We enter the living room, which has a double-sided fireplace at one end and a glass wall through which the swimming pool shimmers in the morning light at the other. The Calder mobile above the Heywood Wakefield coffee table revolves lazily in a current of air. The Eames chair by the fireplace has me coveting it as usual; I'd love to have one of my own, but my house is the wrong era.

McGee makes himself at home, peering into rooms and closets until he's satisfied there are no suspicious characters lurking about, nor any evidence of criminal activity. He stops at the closed door to Russo's study. “He always keep this locked?” he asks, after he's tried the doorknob.

“When he's not in residence.” I've never been inside. Which didn't strike me as odd until now.

Before I can stop him, McGee has the door open. Among his many hidden talents is picking locks, which he learned growing up in a sketchy part of the Bronx (the less I know about his activities prior to becoming a cop, the better). We walk into a room with a picture window at one end and a built-in bookcase at the other. A leather sofa and a matching club chair stand opposite a desk from the same era, above which hangs a collection of framed eight-by-tens. Russo's ego wall. I move in for a closer look.

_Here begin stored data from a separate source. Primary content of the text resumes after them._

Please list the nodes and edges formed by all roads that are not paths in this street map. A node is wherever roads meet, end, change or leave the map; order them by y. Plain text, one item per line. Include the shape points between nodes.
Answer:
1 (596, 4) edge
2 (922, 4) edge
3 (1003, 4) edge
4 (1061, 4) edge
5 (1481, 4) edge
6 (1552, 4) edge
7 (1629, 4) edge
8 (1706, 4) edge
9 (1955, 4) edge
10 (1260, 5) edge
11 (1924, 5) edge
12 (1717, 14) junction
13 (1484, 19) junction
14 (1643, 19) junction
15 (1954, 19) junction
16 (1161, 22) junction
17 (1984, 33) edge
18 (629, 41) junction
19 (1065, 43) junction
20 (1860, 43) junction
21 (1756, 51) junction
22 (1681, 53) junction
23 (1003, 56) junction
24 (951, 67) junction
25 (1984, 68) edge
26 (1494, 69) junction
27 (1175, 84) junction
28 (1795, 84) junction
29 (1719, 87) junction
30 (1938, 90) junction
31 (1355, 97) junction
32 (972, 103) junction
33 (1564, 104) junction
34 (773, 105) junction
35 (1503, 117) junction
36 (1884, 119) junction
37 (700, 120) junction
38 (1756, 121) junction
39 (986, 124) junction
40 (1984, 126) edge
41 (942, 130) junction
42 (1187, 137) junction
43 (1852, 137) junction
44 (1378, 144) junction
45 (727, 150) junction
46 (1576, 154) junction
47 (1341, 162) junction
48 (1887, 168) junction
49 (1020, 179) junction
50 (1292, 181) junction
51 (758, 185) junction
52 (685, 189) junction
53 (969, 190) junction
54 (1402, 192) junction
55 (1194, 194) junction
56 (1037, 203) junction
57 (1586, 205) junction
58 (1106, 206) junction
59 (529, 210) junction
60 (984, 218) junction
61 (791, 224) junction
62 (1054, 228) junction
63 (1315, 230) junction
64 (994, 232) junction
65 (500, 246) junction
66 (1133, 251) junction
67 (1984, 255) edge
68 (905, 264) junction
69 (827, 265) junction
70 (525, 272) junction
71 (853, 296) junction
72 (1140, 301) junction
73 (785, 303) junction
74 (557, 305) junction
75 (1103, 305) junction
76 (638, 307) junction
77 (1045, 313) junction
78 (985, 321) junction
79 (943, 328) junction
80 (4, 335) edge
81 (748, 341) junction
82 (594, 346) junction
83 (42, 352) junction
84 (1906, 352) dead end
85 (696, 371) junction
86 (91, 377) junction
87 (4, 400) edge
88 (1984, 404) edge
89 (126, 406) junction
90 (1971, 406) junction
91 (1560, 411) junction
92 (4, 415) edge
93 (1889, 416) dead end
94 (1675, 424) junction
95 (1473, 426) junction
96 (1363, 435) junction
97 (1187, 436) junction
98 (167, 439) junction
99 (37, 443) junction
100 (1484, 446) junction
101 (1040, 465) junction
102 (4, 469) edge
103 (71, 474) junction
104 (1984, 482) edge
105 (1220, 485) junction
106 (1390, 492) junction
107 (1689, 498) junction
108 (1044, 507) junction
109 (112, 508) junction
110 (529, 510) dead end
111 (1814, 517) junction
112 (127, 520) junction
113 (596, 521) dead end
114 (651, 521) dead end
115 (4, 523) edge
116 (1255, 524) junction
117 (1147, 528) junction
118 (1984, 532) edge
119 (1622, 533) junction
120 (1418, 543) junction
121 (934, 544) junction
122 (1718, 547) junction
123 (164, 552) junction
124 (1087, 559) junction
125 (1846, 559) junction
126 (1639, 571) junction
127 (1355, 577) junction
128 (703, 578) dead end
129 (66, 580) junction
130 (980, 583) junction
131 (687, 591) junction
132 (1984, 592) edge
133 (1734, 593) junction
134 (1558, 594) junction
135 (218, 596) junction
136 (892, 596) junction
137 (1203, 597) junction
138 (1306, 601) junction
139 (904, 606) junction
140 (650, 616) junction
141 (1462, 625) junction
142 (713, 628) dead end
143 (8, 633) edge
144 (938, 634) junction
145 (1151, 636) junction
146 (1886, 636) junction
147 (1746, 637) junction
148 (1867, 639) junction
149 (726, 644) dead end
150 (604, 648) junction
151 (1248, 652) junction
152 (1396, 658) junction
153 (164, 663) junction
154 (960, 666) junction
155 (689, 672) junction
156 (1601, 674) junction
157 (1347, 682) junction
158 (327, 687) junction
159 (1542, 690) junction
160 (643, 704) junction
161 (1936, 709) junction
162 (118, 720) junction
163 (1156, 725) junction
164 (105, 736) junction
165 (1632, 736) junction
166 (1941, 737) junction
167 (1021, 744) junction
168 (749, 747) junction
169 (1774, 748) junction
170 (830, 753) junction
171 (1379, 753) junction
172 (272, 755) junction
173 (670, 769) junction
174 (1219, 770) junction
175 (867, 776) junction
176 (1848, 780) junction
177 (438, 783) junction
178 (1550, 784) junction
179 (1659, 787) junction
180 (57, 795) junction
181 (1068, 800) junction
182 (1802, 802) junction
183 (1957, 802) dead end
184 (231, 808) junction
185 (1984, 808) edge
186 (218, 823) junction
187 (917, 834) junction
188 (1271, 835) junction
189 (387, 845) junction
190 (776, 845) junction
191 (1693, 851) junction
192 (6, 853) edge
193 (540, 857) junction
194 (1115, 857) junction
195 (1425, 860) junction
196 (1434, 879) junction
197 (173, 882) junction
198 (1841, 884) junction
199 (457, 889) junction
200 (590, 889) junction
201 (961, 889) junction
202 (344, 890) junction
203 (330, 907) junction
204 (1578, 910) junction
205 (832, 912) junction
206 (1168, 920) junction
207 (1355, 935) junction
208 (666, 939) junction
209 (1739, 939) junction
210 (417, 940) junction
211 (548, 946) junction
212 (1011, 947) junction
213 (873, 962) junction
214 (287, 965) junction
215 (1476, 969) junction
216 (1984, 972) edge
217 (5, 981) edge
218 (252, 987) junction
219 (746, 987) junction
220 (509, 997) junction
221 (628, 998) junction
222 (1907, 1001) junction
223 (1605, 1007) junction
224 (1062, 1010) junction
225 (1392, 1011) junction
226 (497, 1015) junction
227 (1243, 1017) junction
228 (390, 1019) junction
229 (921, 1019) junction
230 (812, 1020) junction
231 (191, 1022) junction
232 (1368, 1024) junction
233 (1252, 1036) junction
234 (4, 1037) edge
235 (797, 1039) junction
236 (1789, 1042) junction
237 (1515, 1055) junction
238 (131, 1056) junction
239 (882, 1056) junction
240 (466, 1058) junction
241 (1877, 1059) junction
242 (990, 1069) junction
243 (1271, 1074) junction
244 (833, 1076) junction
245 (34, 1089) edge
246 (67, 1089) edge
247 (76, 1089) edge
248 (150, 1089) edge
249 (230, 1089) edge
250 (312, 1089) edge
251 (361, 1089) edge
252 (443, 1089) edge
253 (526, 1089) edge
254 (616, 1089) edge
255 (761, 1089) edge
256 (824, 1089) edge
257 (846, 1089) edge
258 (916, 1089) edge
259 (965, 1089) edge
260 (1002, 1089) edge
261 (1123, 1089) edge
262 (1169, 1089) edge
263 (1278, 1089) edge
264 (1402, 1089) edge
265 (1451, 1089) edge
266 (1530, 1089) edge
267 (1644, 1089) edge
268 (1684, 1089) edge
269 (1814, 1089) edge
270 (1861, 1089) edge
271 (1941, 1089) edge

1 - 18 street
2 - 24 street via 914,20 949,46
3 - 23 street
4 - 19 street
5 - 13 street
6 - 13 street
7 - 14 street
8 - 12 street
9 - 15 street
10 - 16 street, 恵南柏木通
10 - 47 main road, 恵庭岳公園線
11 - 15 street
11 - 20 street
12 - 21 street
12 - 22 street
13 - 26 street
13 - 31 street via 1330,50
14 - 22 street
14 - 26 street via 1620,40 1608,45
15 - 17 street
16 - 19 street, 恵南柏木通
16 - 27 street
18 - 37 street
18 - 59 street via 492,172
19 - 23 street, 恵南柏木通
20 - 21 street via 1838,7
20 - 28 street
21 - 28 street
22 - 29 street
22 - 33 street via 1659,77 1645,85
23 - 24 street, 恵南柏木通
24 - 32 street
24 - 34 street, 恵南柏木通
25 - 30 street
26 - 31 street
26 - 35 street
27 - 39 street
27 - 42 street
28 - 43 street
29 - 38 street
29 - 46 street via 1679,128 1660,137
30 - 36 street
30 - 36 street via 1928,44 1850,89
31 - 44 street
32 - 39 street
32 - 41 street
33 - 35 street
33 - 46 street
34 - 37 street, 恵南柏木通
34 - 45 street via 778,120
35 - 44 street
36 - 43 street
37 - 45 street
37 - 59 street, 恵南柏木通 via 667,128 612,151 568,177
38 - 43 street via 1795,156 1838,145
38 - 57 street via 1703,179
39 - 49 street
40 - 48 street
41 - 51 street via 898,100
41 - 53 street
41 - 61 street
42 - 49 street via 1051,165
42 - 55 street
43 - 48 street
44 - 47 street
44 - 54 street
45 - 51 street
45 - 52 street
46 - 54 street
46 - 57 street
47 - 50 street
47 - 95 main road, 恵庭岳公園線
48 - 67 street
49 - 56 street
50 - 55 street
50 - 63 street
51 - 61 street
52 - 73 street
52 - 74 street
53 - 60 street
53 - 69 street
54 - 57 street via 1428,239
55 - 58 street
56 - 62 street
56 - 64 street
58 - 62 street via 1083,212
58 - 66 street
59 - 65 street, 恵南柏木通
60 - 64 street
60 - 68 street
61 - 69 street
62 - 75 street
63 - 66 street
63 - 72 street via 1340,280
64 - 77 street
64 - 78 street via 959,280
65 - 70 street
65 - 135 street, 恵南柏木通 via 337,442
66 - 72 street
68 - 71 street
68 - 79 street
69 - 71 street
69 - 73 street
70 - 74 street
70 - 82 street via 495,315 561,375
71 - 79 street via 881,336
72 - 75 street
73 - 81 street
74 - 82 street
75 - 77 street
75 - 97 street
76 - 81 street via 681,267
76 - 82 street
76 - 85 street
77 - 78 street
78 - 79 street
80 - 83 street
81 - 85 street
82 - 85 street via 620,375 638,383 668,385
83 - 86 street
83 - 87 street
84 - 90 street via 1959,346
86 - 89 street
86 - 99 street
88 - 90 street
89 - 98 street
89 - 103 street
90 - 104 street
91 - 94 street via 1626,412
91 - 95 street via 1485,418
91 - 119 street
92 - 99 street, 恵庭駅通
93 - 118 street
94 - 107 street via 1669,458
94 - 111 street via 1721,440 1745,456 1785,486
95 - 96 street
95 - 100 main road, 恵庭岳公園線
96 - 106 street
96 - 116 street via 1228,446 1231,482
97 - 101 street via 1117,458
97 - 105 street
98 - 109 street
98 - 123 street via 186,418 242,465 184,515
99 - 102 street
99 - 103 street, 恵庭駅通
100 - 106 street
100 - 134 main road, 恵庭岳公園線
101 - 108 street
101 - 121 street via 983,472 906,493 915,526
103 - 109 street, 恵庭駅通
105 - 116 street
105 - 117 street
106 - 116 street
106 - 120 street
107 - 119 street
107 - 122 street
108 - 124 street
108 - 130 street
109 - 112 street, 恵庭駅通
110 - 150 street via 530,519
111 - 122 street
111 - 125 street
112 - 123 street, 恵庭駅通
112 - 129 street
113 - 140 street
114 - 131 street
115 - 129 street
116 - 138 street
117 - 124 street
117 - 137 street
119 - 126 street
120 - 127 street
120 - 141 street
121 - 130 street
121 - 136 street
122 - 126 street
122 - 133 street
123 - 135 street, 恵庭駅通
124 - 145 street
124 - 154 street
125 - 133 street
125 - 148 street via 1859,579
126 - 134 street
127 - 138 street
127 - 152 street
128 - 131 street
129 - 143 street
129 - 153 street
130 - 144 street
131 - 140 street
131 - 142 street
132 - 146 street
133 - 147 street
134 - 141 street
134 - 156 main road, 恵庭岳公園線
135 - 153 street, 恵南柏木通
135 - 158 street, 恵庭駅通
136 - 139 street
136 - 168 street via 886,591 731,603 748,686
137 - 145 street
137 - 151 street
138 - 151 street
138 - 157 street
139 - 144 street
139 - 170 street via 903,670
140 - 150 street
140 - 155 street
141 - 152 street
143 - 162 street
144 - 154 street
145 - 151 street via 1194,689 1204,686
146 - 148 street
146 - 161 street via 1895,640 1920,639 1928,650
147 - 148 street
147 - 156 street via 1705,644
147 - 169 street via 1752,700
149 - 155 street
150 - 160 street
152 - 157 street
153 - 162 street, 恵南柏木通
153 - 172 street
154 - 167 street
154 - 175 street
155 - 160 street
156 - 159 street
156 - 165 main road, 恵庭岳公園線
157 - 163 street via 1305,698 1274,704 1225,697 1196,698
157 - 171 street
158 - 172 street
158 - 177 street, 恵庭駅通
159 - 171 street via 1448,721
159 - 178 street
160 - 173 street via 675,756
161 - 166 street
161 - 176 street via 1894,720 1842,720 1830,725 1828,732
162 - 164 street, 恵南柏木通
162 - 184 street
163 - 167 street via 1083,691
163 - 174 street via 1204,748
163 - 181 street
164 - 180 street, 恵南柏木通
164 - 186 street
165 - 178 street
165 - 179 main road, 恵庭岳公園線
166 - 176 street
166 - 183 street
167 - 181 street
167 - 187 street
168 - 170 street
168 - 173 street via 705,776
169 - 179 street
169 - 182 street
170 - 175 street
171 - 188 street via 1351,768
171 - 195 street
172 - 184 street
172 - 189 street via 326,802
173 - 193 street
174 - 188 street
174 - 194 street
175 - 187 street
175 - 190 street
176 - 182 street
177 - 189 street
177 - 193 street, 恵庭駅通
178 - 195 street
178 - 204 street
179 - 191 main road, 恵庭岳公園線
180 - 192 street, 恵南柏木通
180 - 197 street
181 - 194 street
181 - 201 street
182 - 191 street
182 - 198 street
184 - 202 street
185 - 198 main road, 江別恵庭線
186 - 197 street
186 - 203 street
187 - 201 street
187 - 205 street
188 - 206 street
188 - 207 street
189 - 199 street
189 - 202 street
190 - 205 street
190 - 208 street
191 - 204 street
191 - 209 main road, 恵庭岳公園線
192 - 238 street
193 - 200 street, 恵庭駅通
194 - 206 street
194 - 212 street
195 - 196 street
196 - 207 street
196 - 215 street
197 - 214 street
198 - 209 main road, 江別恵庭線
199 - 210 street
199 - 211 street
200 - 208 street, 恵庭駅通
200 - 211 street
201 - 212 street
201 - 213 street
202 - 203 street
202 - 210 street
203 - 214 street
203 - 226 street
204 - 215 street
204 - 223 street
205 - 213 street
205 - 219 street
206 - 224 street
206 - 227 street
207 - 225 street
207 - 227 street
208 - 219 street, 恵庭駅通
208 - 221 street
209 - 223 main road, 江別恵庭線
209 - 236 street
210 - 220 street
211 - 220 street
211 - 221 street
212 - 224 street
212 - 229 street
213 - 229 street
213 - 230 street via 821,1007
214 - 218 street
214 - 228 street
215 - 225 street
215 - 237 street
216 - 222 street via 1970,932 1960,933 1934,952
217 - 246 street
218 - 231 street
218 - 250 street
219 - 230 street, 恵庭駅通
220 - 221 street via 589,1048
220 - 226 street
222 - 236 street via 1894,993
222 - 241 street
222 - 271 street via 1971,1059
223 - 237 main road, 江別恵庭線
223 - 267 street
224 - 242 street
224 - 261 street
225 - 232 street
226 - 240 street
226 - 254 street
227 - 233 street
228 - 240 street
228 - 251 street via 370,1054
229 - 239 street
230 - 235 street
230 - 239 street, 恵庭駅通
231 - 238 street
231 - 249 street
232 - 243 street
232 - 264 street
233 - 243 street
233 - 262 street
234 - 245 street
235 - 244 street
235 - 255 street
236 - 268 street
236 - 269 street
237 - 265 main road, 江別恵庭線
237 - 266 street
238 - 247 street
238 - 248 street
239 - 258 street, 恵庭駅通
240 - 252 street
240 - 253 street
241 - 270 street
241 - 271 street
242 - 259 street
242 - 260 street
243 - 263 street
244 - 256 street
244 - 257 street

There are photos of a younger, trimmer Russo before he went gray, with his black hair slicked back in a fifties do, posing with individual members of the Rat Pack—Sammy Davis Junior, Dean Martin, Frank Sinatra—and other entertainers of the day. The more recent ones show a portly, silver-haired Russo grinning alongside present-day Vegas headliners such as Barry Manilow, Neil Diamond, Celine Dion, and Elton John.

McGee gives a low whistle. “Get a load of this.”

My blood turns cold when I see what's got his attention: an eight-by-ten of Russo with his arm around Delilah Ward, who is shining like the evening star before the other stars come out at night.